Isso vai ter que existir. O próprio amadurecimento do sistema democrático vai nos levar a isso.
O que o senhor acha do discurso de que é necessária uma nova política, usado inclusive pelo presidente Bolsonaro?
Isso são táticas circunstanciais. Não tem nenhuma profundidade. No Brasil, nós nunca tivemos partidos políticos com essa divisão de velha política ou nova política. A política é uma só. Nós estamos num labirinto sem saber que saída vamos encontrar. Eu debito muito das crises atuais aos erros da Constituição de 1988. Foi uma Constituição feita com os olhos no retrovisor e na estabilidade do país, o dos direitos individuais e o dos direitos sociais..
Por que o senhor diz que a Constituição foi feita com o olho no retrovisor?
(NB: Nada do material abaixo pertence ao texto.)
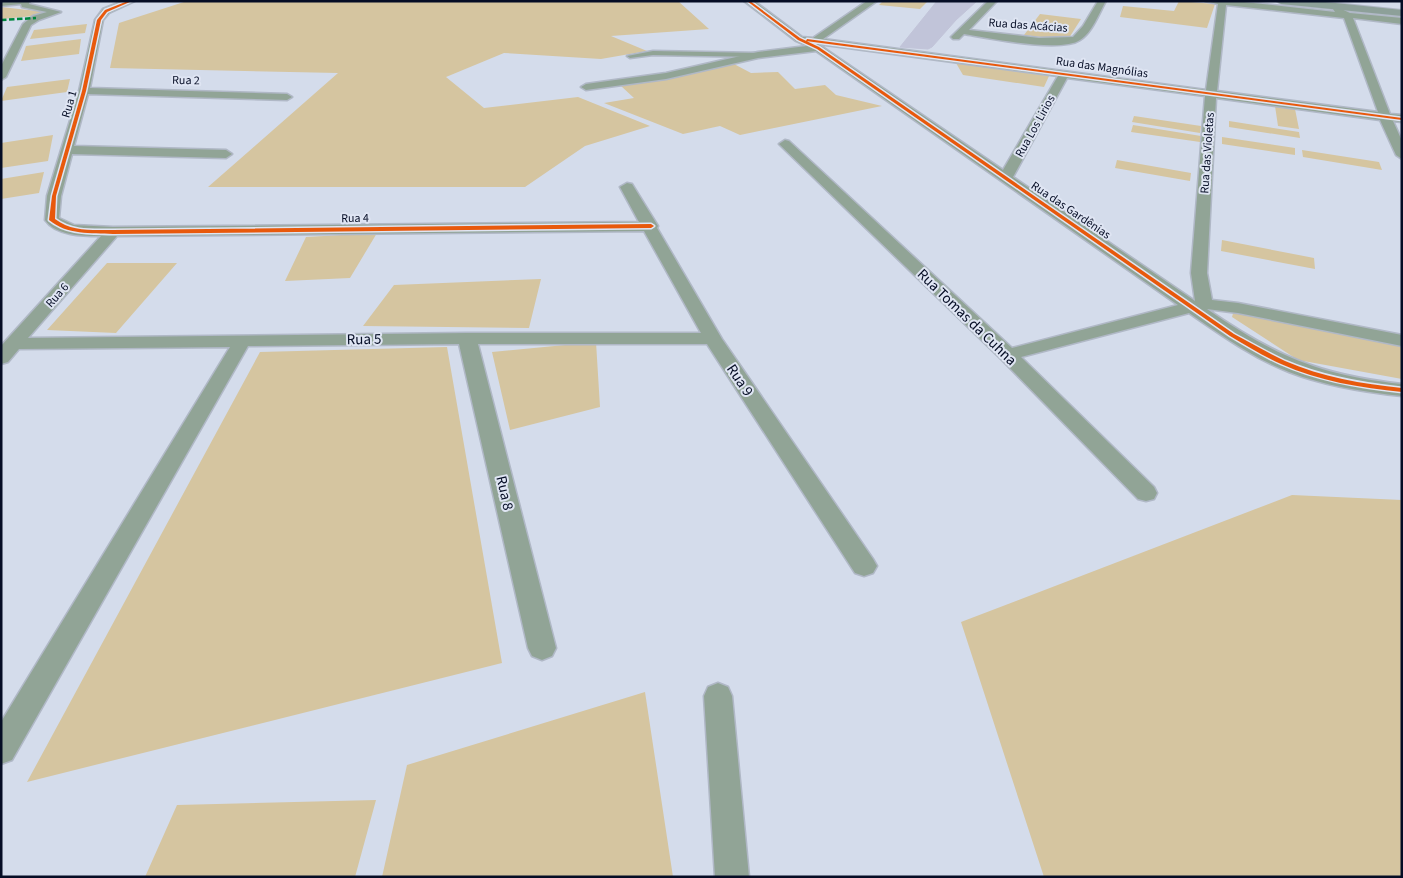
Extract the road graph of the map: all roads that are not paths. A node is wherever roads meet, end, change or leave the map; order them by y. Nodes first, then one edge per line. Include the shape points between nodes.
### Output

Ela é híbrida, é parlamentarista e presidencialista. Deu funções legislativas ao Executivo e funções executivas ao Legislativo. Isso cria a base dessa atual briga entre o Congresso e o Poder Executivo.Na sua longa carreira política, quais foram as figuras que mais lhe serviram de referência? Na história do Brasil, a maior foi o José Bonifácio. Foi quem formulou o país, que surgiu em um ambiente civil, ao contrário da América espanhola, construída em batalhas. Depois, vejo a figura do Rio Branco, que deu a visão de país. Daqueles com quem convivi, destacaria Afonso Arinos, Carlos Lacerda, Juscelino [Kubitschek] e Jânio [Quadros], que, com todos os defeitos, tinha um grande espírito público.